Mais listas? Ah, não! |
A minha abordagem sobre o tema das listas rendeu uma provocação: recebi um e-mail com o link para a reportagem da GQ com o título "Os 10 arquitetos mais desejados do Brasil". O remetente queria saber minha opinião a respeito.
A primeira associação que me veio em mente após ler o artigo - na verdade mais uma lista - foi de uma revista que circula gratuitamente na pequena cidade onde moro, que de tempos em tempos promove a premiação dos melhores profissionais de diversos ramos no município. Por coincidência eles são também os seus anunciantes.
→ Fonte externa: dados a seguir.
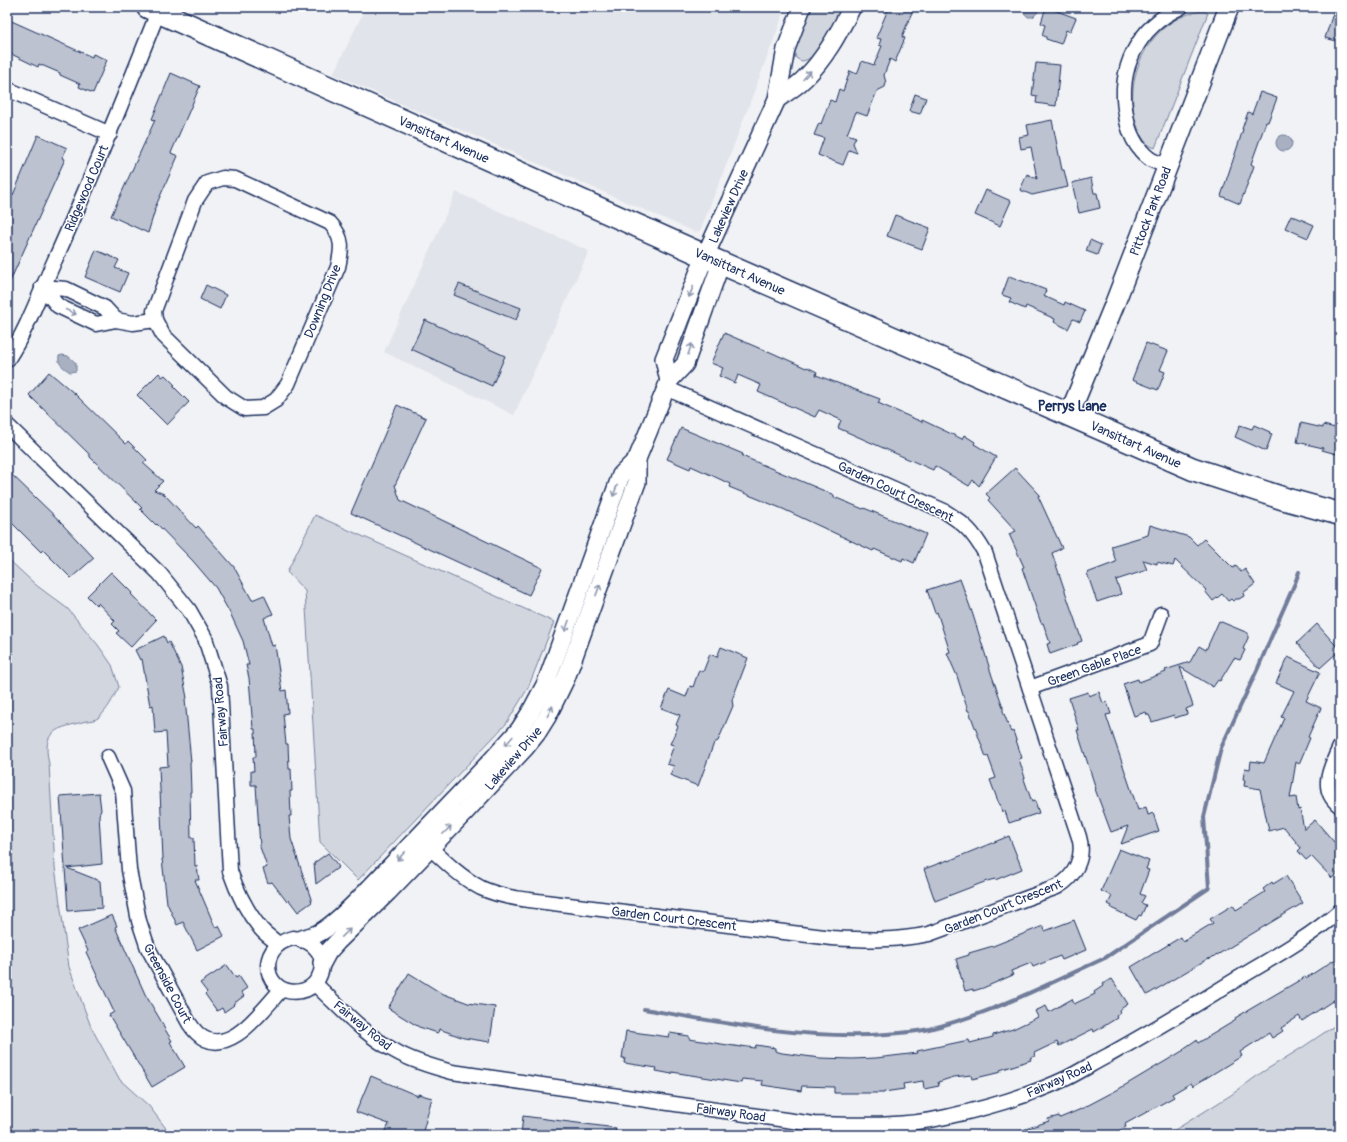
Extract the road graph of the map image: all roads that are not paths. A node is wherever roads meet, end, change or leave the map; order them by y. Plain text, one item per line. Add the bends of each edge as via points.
1 (802, 7) edge
2 (852, 7) edge
3 (1181, 7) edge
4 (1229, 7) edge
5 (155, 9) edge
6 (7, 89) edge
7 (777, 99) junction
8 (110, 134) junction
9 (1167, 166) junction
10 (713, 259) junction
11 (42, 287) junction
12 (155, 320) junction
13 (7, 360) edge
14 (668, 385) junction
15 (1069, 415) junction
16 (7, 425) edge
17 (1340, 514) edge
18 (1161, 614) dead end
19 (1030, 688) junction
20 (1340, 747) edge
21 (108, 757) dead end
22 (1340, 806) edge
23 (424, 843) junction
24 (1340, 911) edge
25 (302, 939) junction
26 (278, 944) junction
27 (322, 963) junction
28 (315, 984) junction
29 (281, 990) junction

1 - 7 street, Lakeview Drive via 786,48
7 -> 2 street, Lakeview Drive via 804,79 818,62 832,44
3 - 9 street via 1163,17 1143,36 1130,59 1124,85 1127,124 1134,139 1151,159
4 - 9 main road, Pittock Park Road
5 - 8 street, Ridgewood Court
5 - 10 main road, Vansittart Avenue
6 - 8 street
7 - 10 street, Lakeview Drive
8 - 11 street, Ridgewood Court
9 - 15 main road, Pittock Park Road
10 - 14 street, Lakeview Drive via 664,359
10 - 15 main road, Vansittart Avenue
11 - 12 street via 58,306 96,324 116,320 133,323
11 - 13 street, Ridgewood Court via 26,326
12 - 12 street, Downing Drive via 163,335 226,397 245,409 263,408 276,400 288,384 338,267 342,250 338,231 330,223 235,179 223,178 207,183 195,201 154,311
14 - 19 street, Garden Court Crescent via 944,511 961,522 975,536 985,553
14 - 23 street, Lakeview Drive via 637,459 637,482 566,678 547,717 525,748
15 - 17 main road, Vansittart Avenue via 1193,469
16 - 26 street, Fairway Road via 160,574 189,610 205,638 220,686 230,871 246,907 262,930
18 - 19 street, Green Gable Place via 1150,644
19 - 23 street, Garden Court Crescent via 1081,843 1078,865 1075,872 1057,887 929,934 880,940 832,938 504,896 465,878
20 - 22 street via 1328,777 1328,789
21 - 29 street, Greenside Court via 123,791 129,870 139,921 148,948 197,1034 218,1042 228,1040 241,1032
23 -> 25 street, Lakeview Drive via 347,911 317,934
27 -> 23 street, Lakeview Drive via 337,942 388,892
24 - 28 street, Fairway Road via 1308,935 1212,995 1067,1078 995,1105 945,1118 907,1123 814,1124 452,1072 394,1051 361,1027
25 - 26 street via 293,938
25 - 27 street via 316,947
26 - 29 street via 269,958 268,966 273,981
27 - 28 street
28 - 29 street via 304,991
A lista da GQ me lembrou isso: um plubieditorial, ou seja, uma matéria paga por alguma agência de publicidade com o objetivo de divulgar produtos e serviços - no caso, a ação promocional está associada com a marca de relógios de luxo Bulgari Roma.
Na magra introdução da lista, a publicação deixa claro que não usou um critério técnico ou científico de escolha: "Há uma nova geração com notório sucesso e estilos bem demarcados arrebatando a preferência de muita gente. Os 10 arquitetos escolhidos pela GQ..."
Traduzindo: a revista usou como fonte da matéria o universo contido na expressão "muita gente" - algo tão vago como o que preenche a distância entre um elétron e o núcleo de um átomo. Na sequência a clareza é explícita: "Os 10 arquitetos escolhidos pela GQ..." - Então o título da matéria deveria ser outro, pois a GQ não responde pelo Brasil inteiro.
Ainda na introdução, um trecho que me assustou: tais arquitetos "têm o reconhecimento do mercado brasileiro e já podem ser apontados como mestres do amanhã." Agora estou me sentindo um peixe fora da água: tenho mais de 20 anos de atuação na Arquitetura e com todo respeito, nunca ouvi falar de alguns nomes mencionados na lista, e esses desconhecidos serão meus mestres em breve? Acho que não.
Quando a lista propriamente dita começa, você imagina que vão citar critérios importantes para a escolha dos novos bam-bam-bans da Arquitetura, como vencer um concurso do IAB - Instituto de Arquitetos do Brasil, o uso de ecotécnicas de conforto térmico ambiental, a pesquisa em economia de energia elétrica, o aproveitamento de águas pluviais, a obsessão pela acessibilidade plena das construções, as propostas de intervenções urbanas nos centros das metrópoles, o desenvolvimento de projetos de alcance social, ou algo do gênero.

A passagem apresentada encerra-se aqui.